Lorsqu'on engage son pays dans une entreprise lointaine et difficile, et qu'on aspire au rôle de colonisateur, il n'y a, pour un pouvoir intelligent, qu'une seule alternative. Il faut prévoir toutes les éventualités et donner des instructions applicables à toutes les circonstances, en interdisant rigoureu sement de les dépasser, ou bien on doit se montrer décidé à couvrir d'une

approbation générale les actes des hommes investis de la confiance de l'administration.

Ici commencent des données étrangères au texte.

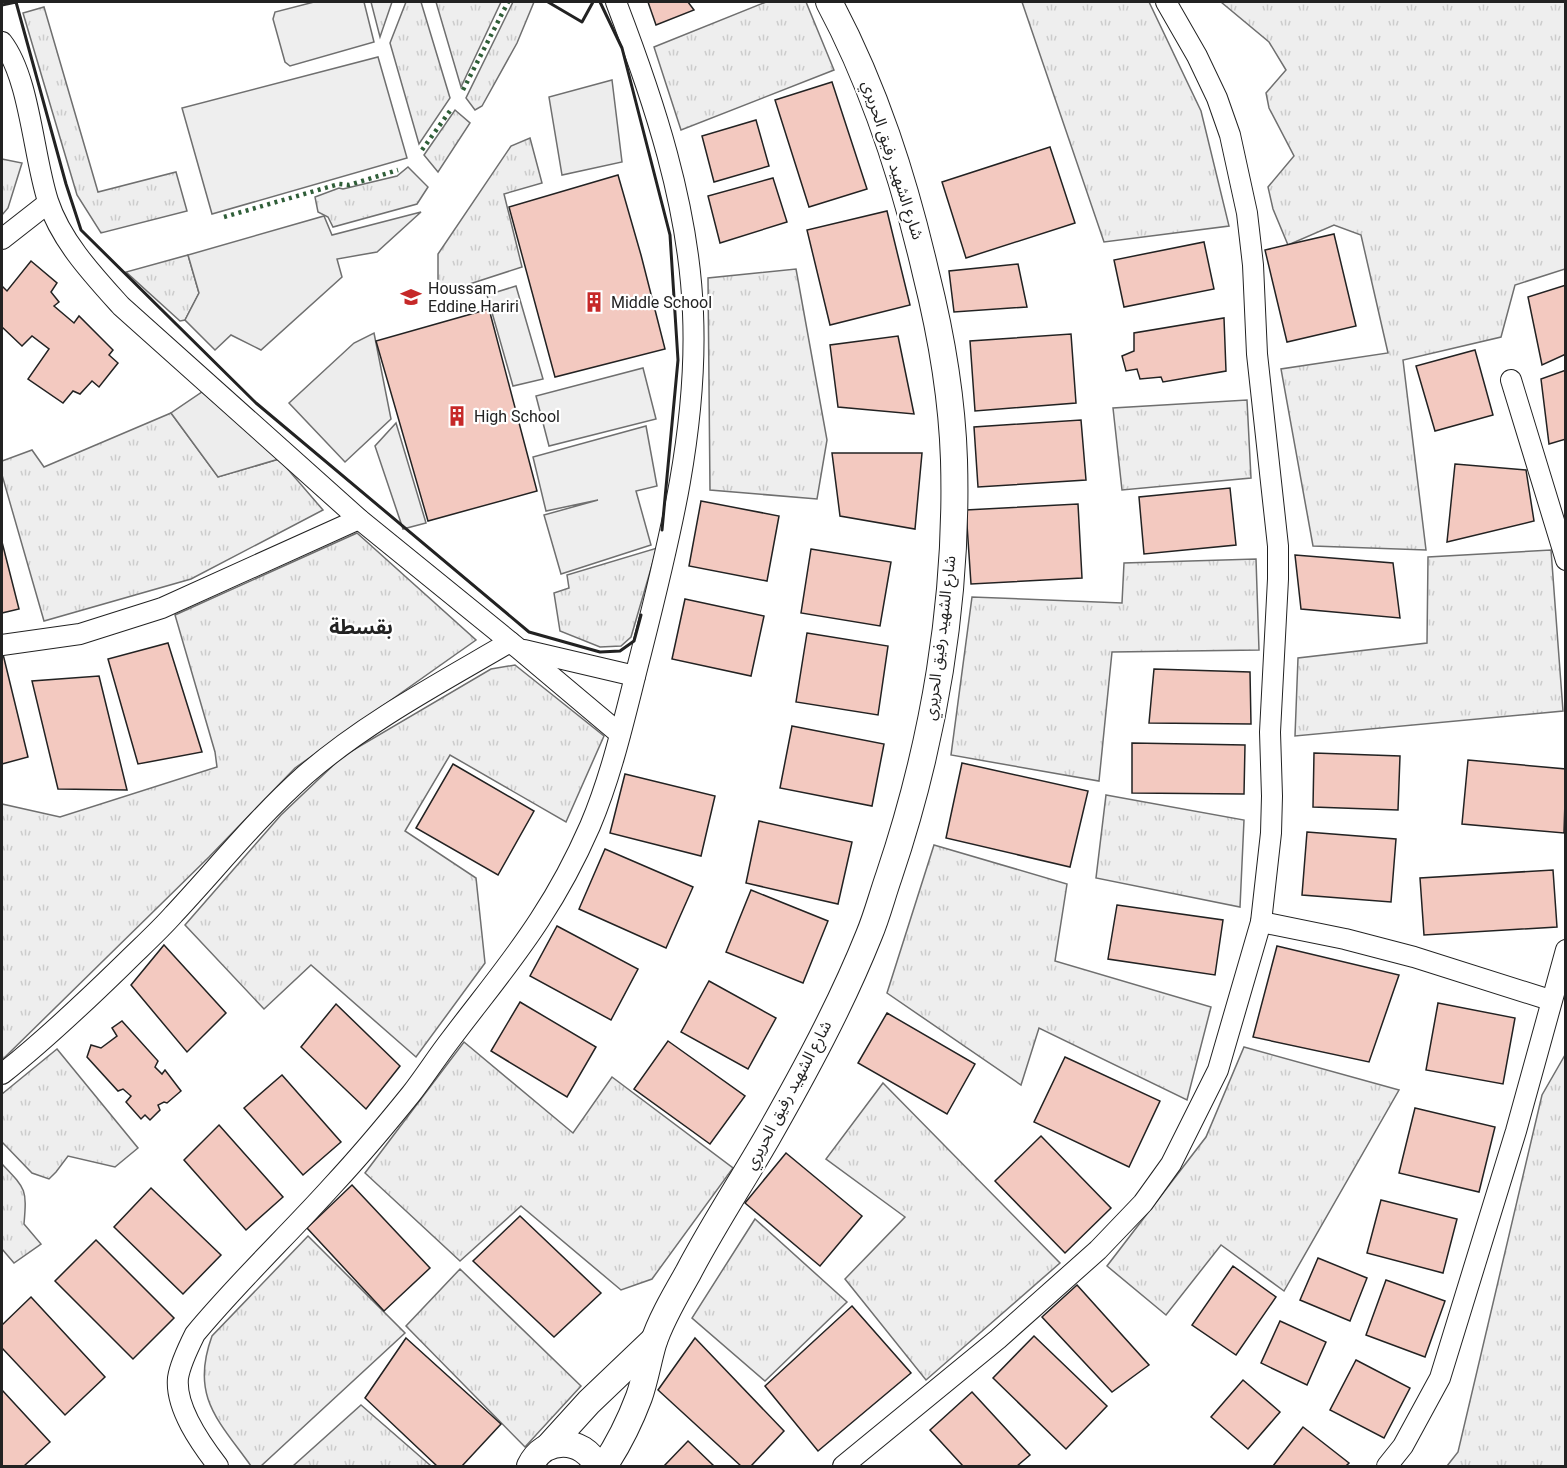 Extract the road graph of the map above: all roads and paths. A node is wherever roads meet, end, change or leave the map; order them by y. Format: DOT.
graph roads {
  1 [pos="616,2"];
  2 [pos="829,2"];
  3 [pos="1166,2"];
  4 [pos="2,42"];
  5 [pos="48,203"];
  6 [pos="2,239"];
  7 [pos="1511,380"];
  8 [pos="359,519"];
  9 [pos="1566,560"];
  10 [pos="2,645"];
  11 [pos="514,646"];
  12 [pos="635,676"];
  13 [pos="620,734"];
  14 [pos="1261,922"];
  15 [pos="1566,950"];
  16 [pos="1550,1000"];
  17 [pos="2,1074"];
  18 [pos="654,1341"];
  19 [pos="549,1446"];
  20 [pos="218,1467"];
  21 [pos="530,1467"];
  22 [pos="597,1467"];
  23 [pos="604,1467"];
  24 [pos="843,1467"];
  25 [pos="1387,1467"];
  1 -- 12 [label="street"];
  2 -- 18 [label="street, شارع الشهيد رفيق الحريري"];
  3 -- 14 [label="street"];
  4 -- 5 [label="street"];
  5 -- 6 [label="street"];
  5 -- 8 [label="street"];
  7 -- 9 [label="street"];
  8 -- 10 [label="street"];
  8 -- 11 [label="street"];
  11 -- 12 [label="street"];
  11 -- 13 [label="street"];
  11 -- 17 [label="street"];
  12 -- 13 [label="street"];
  13 -- 20 [label="street"];
  14 -- 16 [label="street"];
  14 -- 24 [label="street"];
  15 -- 16 [label="street"];
  16 -- 25 [label="street"];
  18 -- 19 [label="street"];
  18 -- 23 [label="street"];
  19 -- 21 [label="street"];
  19 -- 22 [label="street"];
} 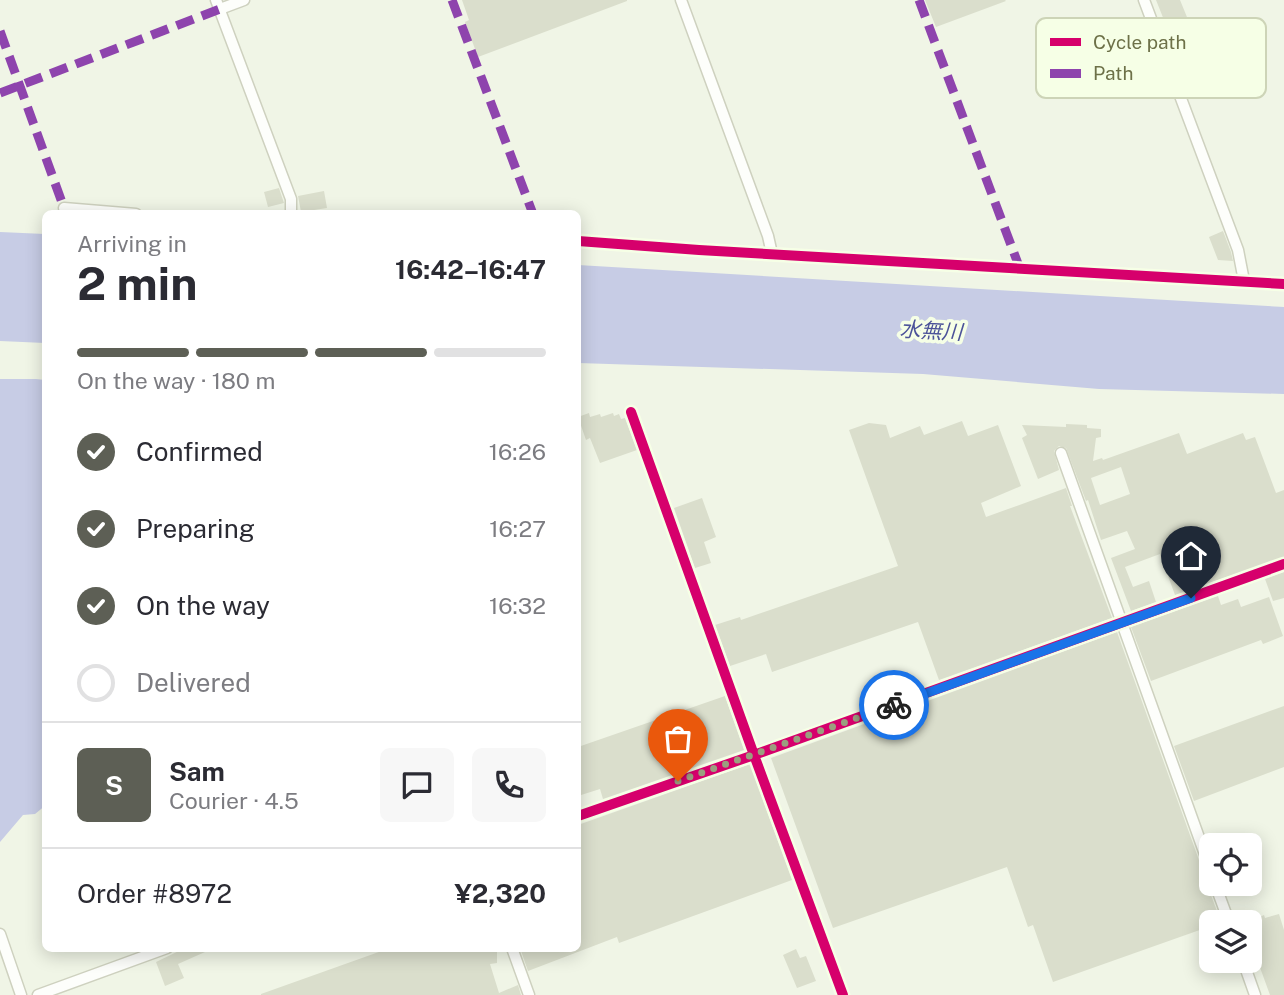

Telle est la méthode invariable de l'Angleterre. Il n'y a guère plus d'un siècle que le fort William n'était qu'un point isolé sur le vaste continent asiatique : aujourd'hui cette forteresse est le centre d'un empire de soixante millions d'hommes. Ces progrès successifs sont l'œuvre, à bien dire, individuelle des personnages éminens auxquels la Grande-Bretagne a confié le soin de sa fortune dans le monde nouveau vers lequel la portait une glorieuse fatalité. Depuis lord Clives jusqu'à lord Cornwallis, presque tous ont agi sans instructions, et souvent même, dans des circonstances décisives, contrairement aux projets bien connus du gouvernement et du bureau de la compagnie des Indes. Il n'est pourtant pas une conquête qui n'ait été acceptée, pas un progrès de la puissance anglaise dans ces vastes régions qui ait été répudié par le parlement ou le cabinet. Au moment où un vaisseau cinglait peut-être du hâvre de Portsmouth pour porter dans l'Océan Pacifique l'annonce du châtiment (castigation) infligé par le gouvernement français aux chefs d'une division navale, la malle des Indes annonçait à l'Europe que le gouverneur-général venait de s'emparer de Gwalior, et l'Angleterre acceptait sans hésiter ce nouveau triomphe, quelque sanglant qu'en fût le prix. Or, le maharajah qui paie aujourd'hui par la perte de son royaume sa résistance aux ordres de lord Ellenborough était assurément plus fondé dans son droit que ne l'était la reine Pomaré dans ses bizarres et capricieuses prétentions. Le gouverneur-général exigeait péremptoirement que la régence fût confiée à une créature de l'Angleterre, et que les ennemis de cette puissance lui fussent livrés : il réclamait de Scindiah des parties considérables de territoire pour l'amélioration des lignes frontières, le licenciement d'une portion notable de son armée, et même, selon les journaux de Bombay, la remise d'un parc complet d'artillerie créé depuis un demi-siècle.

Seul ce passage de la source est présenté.